Saturday, April 11, 2009

THE JOURNAL CLUB

At the dinner table, the night before our exam, this was how my conversation with Rockstar went…



K: O, ano yung pinakamagandang article para sa iyo?

R: Ha? (Isip…)

K: Ako, favorite ko yung kay XX at kay YY. Astig kaya yung ginawa nila!

R: Sus, hindi kaya. Simple lang naman yung kanila e. Mas okay yung kanila ZZ at AA.

K&R: Blah, blah, blah…



Ending: Humahalakhak kami. Because we never thought that reading so many journal articles would lead us to the kind of conversation that we had. As if we were talking about our favorite scenes in a movie or the most cherished places we had been too. No worries though, for it was just the first time we had that talk- just to laugh the jitters off before the exam day. Our daily conversations are still perfectly normal and sane, if you will.

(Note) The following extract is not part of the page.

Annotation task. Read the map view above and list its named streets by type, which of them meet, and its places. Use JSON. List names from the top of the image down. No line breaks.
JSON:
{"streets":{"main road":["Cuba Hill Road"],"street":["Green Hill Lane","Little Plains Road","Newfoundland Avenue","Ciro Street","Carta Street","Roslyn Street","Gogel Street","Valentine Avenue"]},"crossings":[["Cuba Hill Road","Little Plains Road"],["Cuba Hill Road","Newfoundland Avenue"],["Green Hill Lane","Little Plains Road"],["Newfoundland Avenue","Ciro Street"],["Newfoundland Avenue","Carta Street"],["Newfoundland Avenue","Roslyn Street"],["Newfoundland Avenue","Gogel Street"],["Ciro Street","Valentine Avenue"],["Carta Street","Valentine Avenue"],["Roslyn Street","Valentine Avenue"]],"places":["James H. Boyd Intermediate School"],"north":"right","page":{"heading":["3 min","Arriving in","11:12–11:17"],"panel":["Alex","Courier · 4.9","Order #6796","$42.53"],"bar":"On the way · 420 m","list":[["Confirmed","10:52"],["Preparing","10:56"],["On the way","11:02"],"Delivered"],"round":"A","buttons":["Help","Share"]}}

I ranted in Facebook some months ago, “Why can’t journal articles be like novels? So that you can say- “Damn, this journal article is so hard to put down?” I didn’t really hate reading them- otherwise I should not be in this academic program I am in right now. The terrible part is when you get swamped by those articles (every lecture meeting that we have requires 2-4 papers for background reading and we have two meetings a week) and you haven’t even finished reading the first paper (because of the technicalities of the author’s experiments; and so you needed to read other reference papers or books to backup your knowledge on the techniques they used). In addition, attention span in reading scientific articles seemed so short. That was why I was looking for some elements of novels or short stories in those papers. But as Piolo said, “By then Ph.D. would just be another book club.” Oh well. It’s a matter of getting used to them. Eventually, it would be easier to see the big picture coming out of the abstract, introduction, methodology, discussion and conclusion.